ErodeBlur doesn't work that great in this tool, I feel so too. Actually I quite like it for despotting, but I never use the blur-part, haha :)

devernay commented 7 years ago

In the output of the Clamp (or rather the ChannelCopy1 right after it to get RGB) there are strong edges, that may have a wrong color. I think that's the reason why the merge is over it, not under. The output of patch black has softer edges. I just finished the nuke gizmo and the pyplug will come later (sorry for Natron, but making a PyPlug in Natron is still a PITA).

CameraRick commented 7 years ago

But why the ChannelCopy to get the RGB? The RGB doesn't need to be clamped, exluded from the Clamp-operation it's everything you need :)

These wrong colored edges come from leftovers in the screen. You should lower the darks for the screen colour or use the erode to get at least as possible to begin with. However in reality, this is not the biggest issue as these are usually sitting in the opaque area of the resulting matte rather than the edge-area, at least in case of a PIK-Key this is not so probelmativ because a core-key is needed either way.

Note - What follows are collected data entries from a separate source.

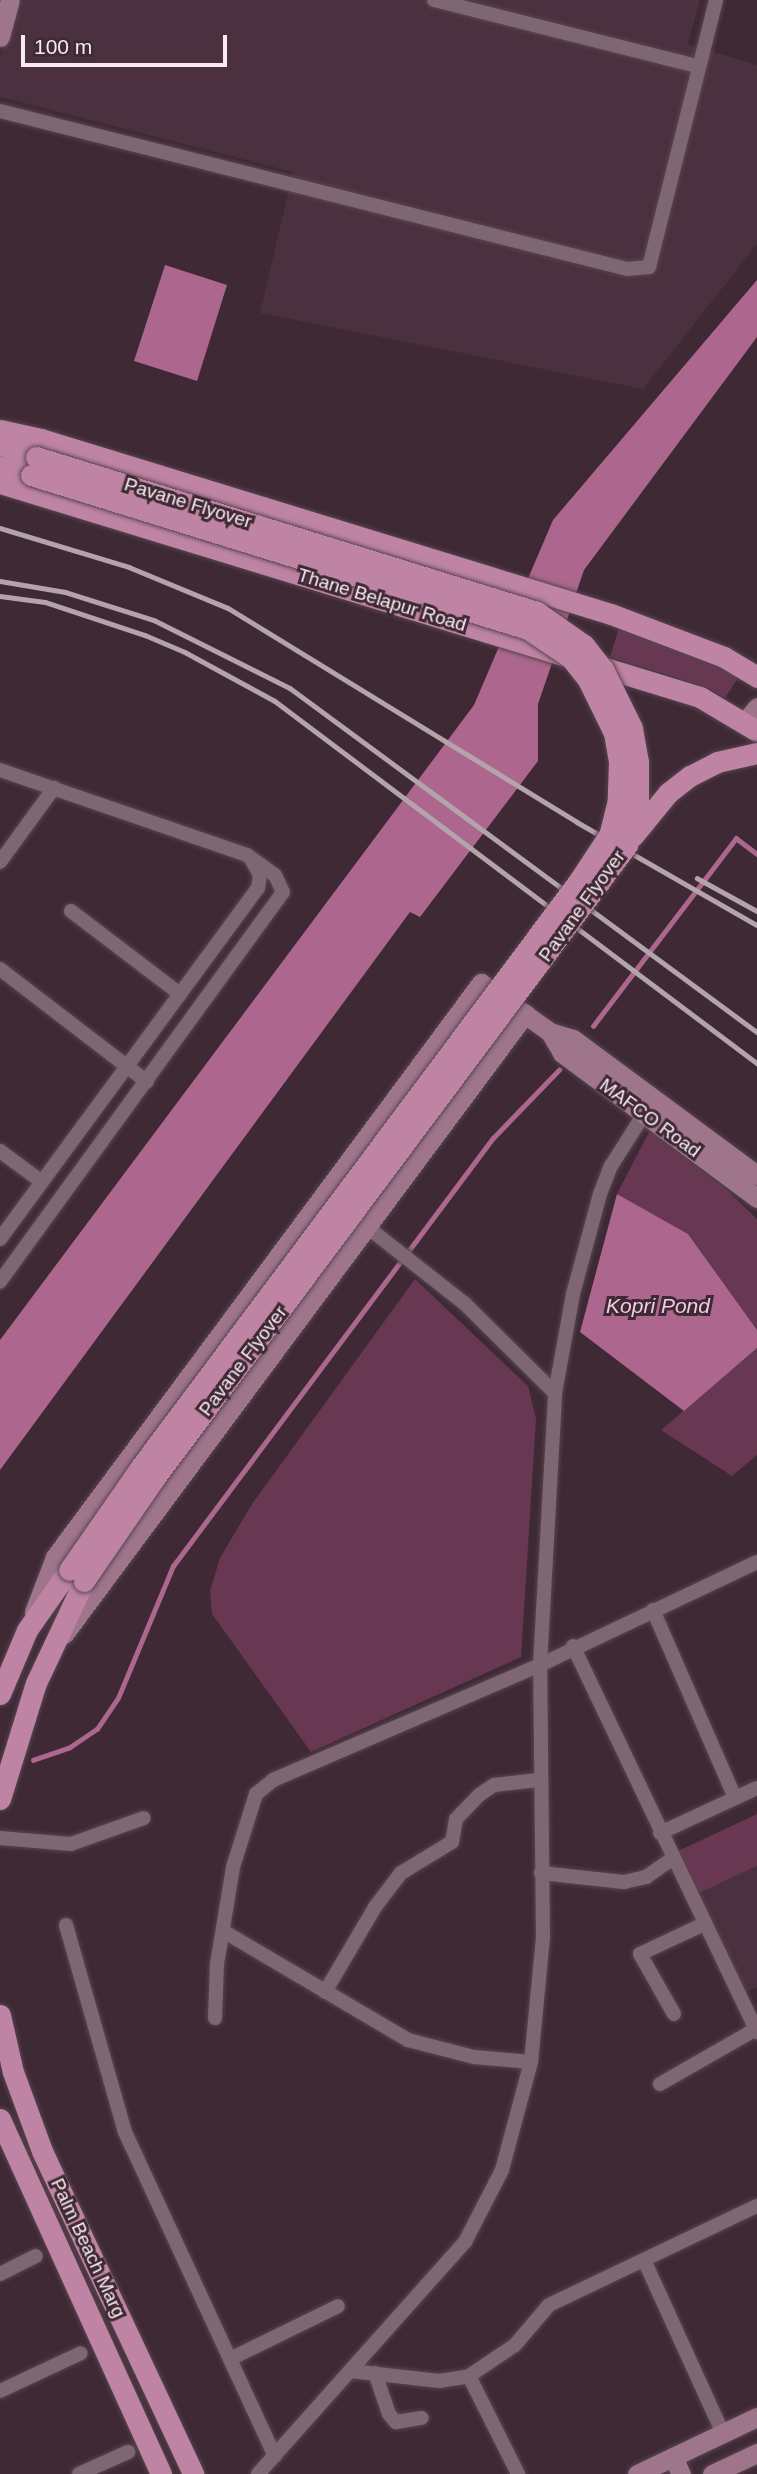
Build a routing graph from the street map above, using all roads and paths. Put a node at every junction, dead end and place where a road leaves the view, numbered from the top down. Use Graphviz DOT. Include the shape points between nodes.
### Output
graph roads {
  1 [pos="10,0"];
  2 [pos="434,0"];
  3 [pos="716,0"];
  4 [pos="0,37"];
  5 [pos="697,66"];
  6 [pos="0,111"];
  7 [pos="0,430"];
  8 [pos="0,445"];
  9 [pos="33,466"];
  10 [pos="0,467"];
  11 [pos="0,483"];
  12 [pos="757,677"];
  13 [pos="753,720"];
  14 [pos="757,752"];
  15 [pos="0,770"];
  16 [pos="54,788"];
  17 [pos="627,845"];
  18 [pos="247,855"];
  19 [pos="0,862"];
  20 [pos="71,911"];
  21 [pos="0,969"];
  22 [pos="180,994"];
  23 [pos="525,1014"];
  24 [pos="550,1032"];
  25 [pos="127,1067"];
  26 [pos="147,1082"];
  27 [pos="644,1114"];
  28 [pos="0,1151"];
  29 [pos="757,1175"];
  30 [pos="42,1182"];
  31 [pos="757,1198"];
  32 [pos="367,1227"];
  33 [pos="0,1239"];
  34 [pos="0,1282"];
  35 [pos="555,1393"];
  36 [pos="757,1562"];
  37 [pos="77,1576"];
  38 [pos="653,1610"];
  39 [pos="27,1630"];
  40 [pos="573,1646"];
  41 [pos="54,1647"];
  42 [pos="540,1665"];
  43 [pos="5,1669"];
  44 [pos="0,1694"];
  45 [pos="4,1760"];
  46 [pos="538,1780"];
  47 [pos="757,1788"];
  48 [pos="0,1798"];
  49 [pos="735,1798"];
  50 [pos="144,1818"];
  51 [pos="660,1833"];
  52 [pos="0,1838"];
  53 [pos="672,1859"];
  54 [pos="541,1873"];
  55 [pos="66,1925"];
  56 [pos="702,1925"];
  57 [pos="223,1931"];
  58 [pos="325,1992"];
  59 [pos="674,2014"];
  60 [pos="0,2015"];
  61 [pos="215,2018"];
  62 [pos="756,2031"];
  63 [pos="531,2062"];
  64 [pos="660,2084"];
  65 [pos="0,2119"];
  66 [pos="757,2206"];
  67 [pos="36,2256"];
  68 [pos="643,2260"];
  69 [pos="0,2274"];
  70 [pos="338,2306"];
  71 [pos="81,2353"];
  72 [pos="230,2360"];
  73 [pos="351,2371"];
  74 [pos="375,2374"];
  75 [pos="469,2376"];
  76 [pos="0,2391"];
  77 [pos="757,2417"];
  78 [pos="422,2418"];
  79 [pos="723,2433"];
  80 [pos="128,2452"];
  81 [pos="757,2452"];
  82 [pos="275,2456"];
  83 [pos="677,2465"];
  84 [pos="648,2472"];
  85 [pos="79,2474"];
  86 [pos="161,2474"];
  87 [pos="193,2474"];
  88 [pos="257,2474"];
  89 [pos="518,2474"];
  90 [pos="712,2474"];
  1 -- 4 [label="main road"];
  2 -- 5 [label="street"];
  3 -- 5 [label="street"];
  5 -- 6 [label="street" via="649,267 627,269"];
  7 -- 12 [label="main road" via="659,630"];
  8 -- 9 [label="main road, Pavane Flyover"];
  9 -- 10 [label="main road, Pavane Flyover"];
  9 -- 17 [label="main road, Pavane Flyover, bridge" via="513,602 564,628 603,669 632,728 638,802"];
  9 -- 37 [label="main road, Pavane Flyover, bridge" via="528,629 570,658 588,680 614,733 619,762 618,800 610,835 140,1468"];
  11 -- 13 [label="main road, Thane Belapur Road" via="700,697"];
  14 -- 17 [label="main road, bridge" via="717,762 690,775 668,793"];
  15 -- 16 [label="street"];
  16 -- 18 [label="street"];
  16 -- 19 [label="street"];
  17 -- 37 [label="main road, Pavane Flyover, bridge"];
  18 -- 22 [label="street" via="260,875 258,888"];
  18 -- 26 [label="street" via="279,879 281,898"];
  20 -- 22 [label="street"];
  21 -- 25 [label="street"];
  22 -- 25 [label="street"];
  23 -- 24 [label="main road, MAFCO Road"];
  23 -- 32 [label="main road"];
  23 -- 39 [label="main road, MAFCO Road" via="481,982 55,1557"];
  24 -- 27 [label="main road, MAFCO Road" via="562,1053"];
  24 -- 29 [label="main road, MAFCO Road" via="573,1039"];
  25 -- 26 [label="street"];
  25 -- 30 [label="street"];
  26 -- 34 [label="street"];
  27 -- 31 [label="main road, MAFCO Road"];
  27 -- 35 [label="street" via="611,1166 600,1194 573,1294"];
  28 -- 30 [label="street"];
  30 -- 33 [label="street"];
  32 -- 35 [label="street" via="419,1264"];
  32 -- 41 [label="main road"];
  35 -- 42 [label="street"];
  36 -- 38 [label="street"];
  37 -- 39 [label="main road, Pavane Flyover"];
  37 -- 41 [label="main road, Pavane Flyover"];
  38 -- 40 [label="street"];
  38 -- 49 [label="street"];
  39 -- 43 [label="main road"];
  40 -- 42 [label="street"];
  40 -- 51 [label="street"];
  41 -- 45 [label="main road"];
  42 -- 46 [label="street"];
  42 -- 57 [label="street" via="273,1780 256,1794 233,1867"];
  43 -- 44 [label="main road"];
  45 -- 48 [label="main road"];
  46 -- 54 [label="street"];
  46 -- 58 [label="street" via="494,1785 472,1802 456,1819 452,1842 401,1874 375,1907"];
  47 -- 49 [label="street"];
  49 -- 51 [label="street"];
  50 -- 52 [label="street" via="71,1844"];
  51 -- 53 [label="street"];
  53 -- 54 [label="street" via="646,1877 624,1882"];
  53 -- 56 [label="street"];
  54 -- 63 [label="street" via="543,1938"];
  55 -- 72 [label="street" via="125,2132"];
  56 -- 59 [label="street" via="640,1954"];
  56 -- 62 [label="street"];
  57 -- 58 [label="street"];
  57 -- 61 [label="street"];
  58 -- 63 [label="street" via="408,2040 474,2057"];
  60 -- 87 [label="main road, Palm Beach Marg" via="13,2072 42,2151"];
  62 -- 64 [label="street"];
  63 -- 73 [label="street" via="502,2170 465,2242"];
  65 -- 86 [label="main road, Palm Beach Marg"];
  66 -- 68 [label="street"];
  67 -- 69 [label="street"];
  68 -- 75 [label="street" via="550,2305 514,2345"];
  68 -- 79 [label="street"];
  70 -- 72 [label="street"];
  71 -- 76 [label="street"];
  72 -- 82 [label="street"];
  73 -- 74 [label="street"];
  73 -- 82 [label="street"];
  74 -- 75 [label="street" via="439,2381"];
  74 -- 78 [label="street" via="388,2414 396,2422"];
  75 -- 89 [label="street"];
  77 -- 79 [label="main road"];
  79 -- 83 [label="main road"];
  80 -- 85 [label="street"];
  81 -- 90 [label="main road"];
  82 -- 88 [label="street"];
  83 -- 84 [label="main road"];
}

The over makes sense to get rid of the last leftovers, something the PIKColor can't do at the moment. Using the ErodeSmooth (as in my sample) works better, but can be too aggressive towards different shades of green at times, you can see that in my example where the guy slightly right to the middle has a darker shade on the left and brighter on the right, this isn't adjusting in the patch (which is overall the dark shade).

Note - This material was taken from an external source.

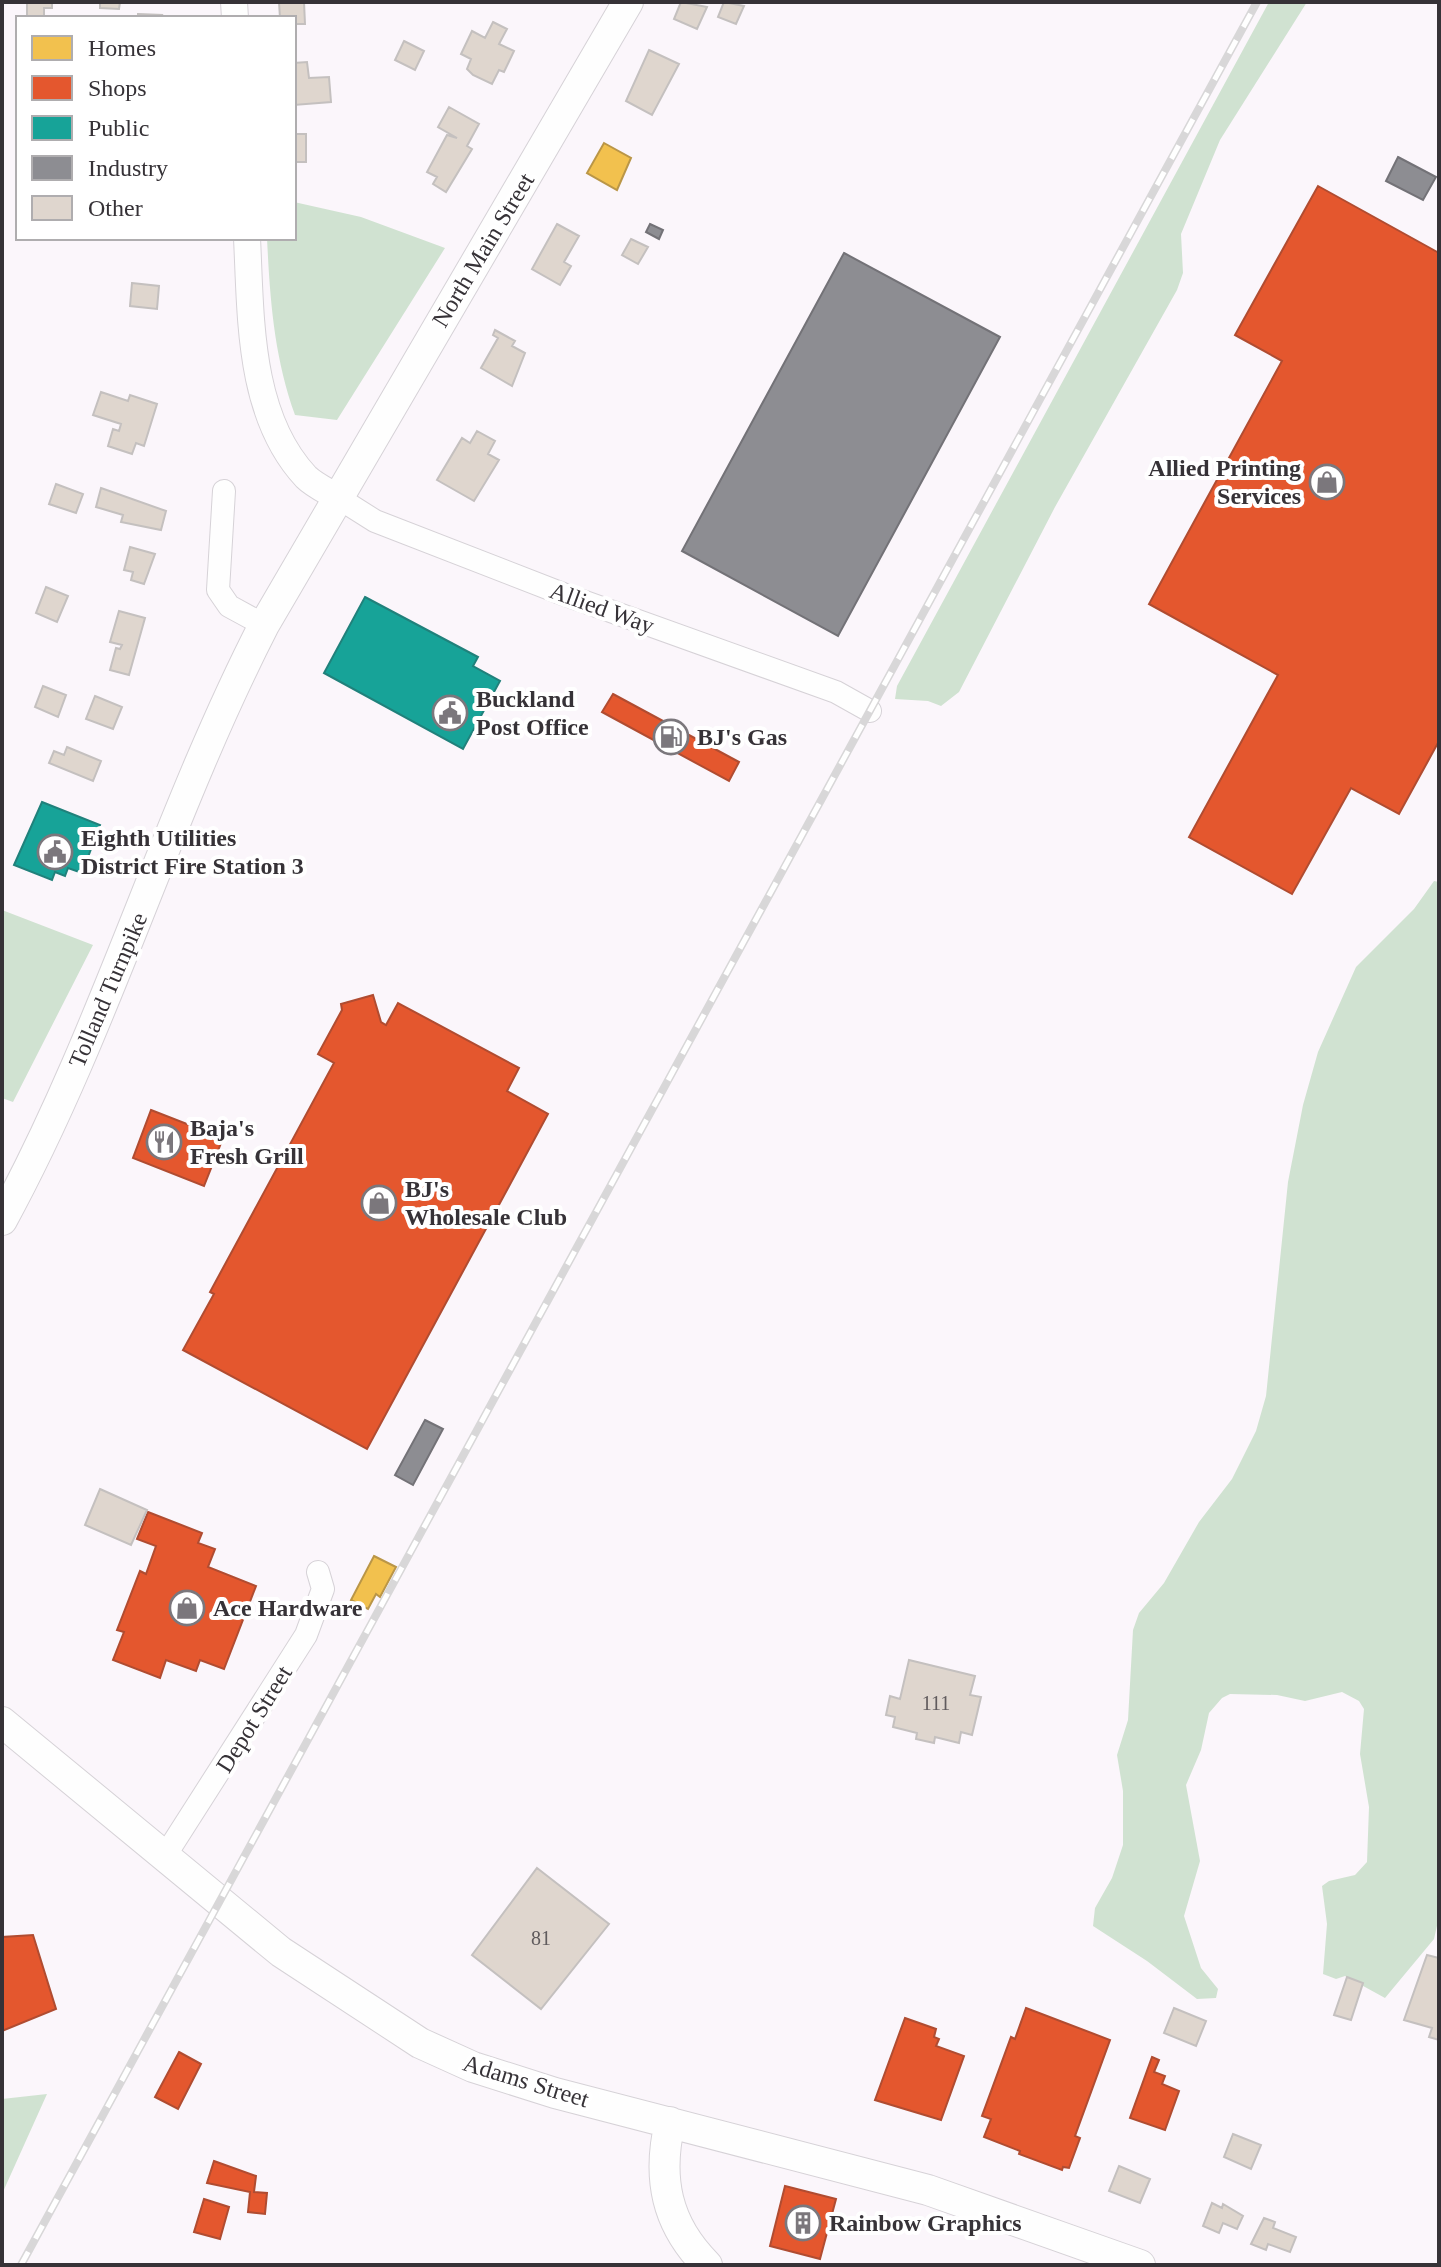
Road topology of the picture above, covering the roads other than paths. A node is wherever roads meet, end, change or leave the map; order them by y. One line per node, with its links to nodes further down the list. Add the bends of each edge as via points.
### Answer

I don'tr know if this helps you, but I find building Macros in Natron pretty neat by now. It sometimes crashes on me when closing the add-user-buttons-menu on OSX but that's fine. Except for some quirks like not working Expressions, I sometimes find it even better than in Nuke tbh, because of the options I have (this begins with the mask-inputs and goes over limits for sliders etc). I'd just love to be able to Copy+Paste the group into a text editor instead of exporting it everytime :)

devernay commented 7 years ago

because the use of Clamp is a hack to extract everything which is not zero. look at it: min=max=0, maxclampto=1

I'd just love to be able to Copy+Paste the group into a text editor instead of exporting it everytime :)

will be possible or easy to do in 2.2. The project format was changed from XML to YAML, and the PyPlugs will be YAML too - much easier for humans to read! You can have a peek at https://github.com/MrKepzie/Natron/blob/master/Gui/Resources/PyPlugs/PIKColor.nps

CameraRick commented 7 years ago

Well the great thing in node-based that everything that does what you need is not really a hack :) I'd actually use a gamma set to 0, but that seems broken in Natron (for grade+viewer at least)

Great stuff you have there in 2.2!

devernay commented 7 years ago

Gamma=0 works for me, but does the opposite (everything below 1 is set to 0), and it's probably much slower. Just noticed that it works in Gamma but not in Grade, will fix that.

devernay commented 7 years ago

also note that Gamma=0 produces infinity values for any input > 1. You should always prefer Clamp for this task (even on Nuke!). I modified Grade to reproduce the behavior

CameraRick commented 7 years ago

I actually use gamma only in the viewer to get this result (checking mattes), in a grade I usually rely on black+white point adjustment. I usually have no use for such sharp edges :)

CameraRick commented 7 years ago

Does it work in your viewer too? I get all black when I set it to 0, even for values at 1

devernay commented 7 years ago

will check

devernay commented 7 years ago

should be fixed in the latest snapshot

CameraRick commented 7 years ago

I looked at every thing (gamma in viewer, grade, and of course black rims in PIK)

Viewer and PIK work great now :) however in the grade (and actually also the gamma node) it works strange: http://i.imgur.com/AUCRRsD.png

It's a default radial set to .5 softness The values are clearly not at 1 anymore, but this frizzy edge happens; I noticed that everything looks fine as long as the alpha is also checked, this result only happens when only RGB is checked. Is this expected?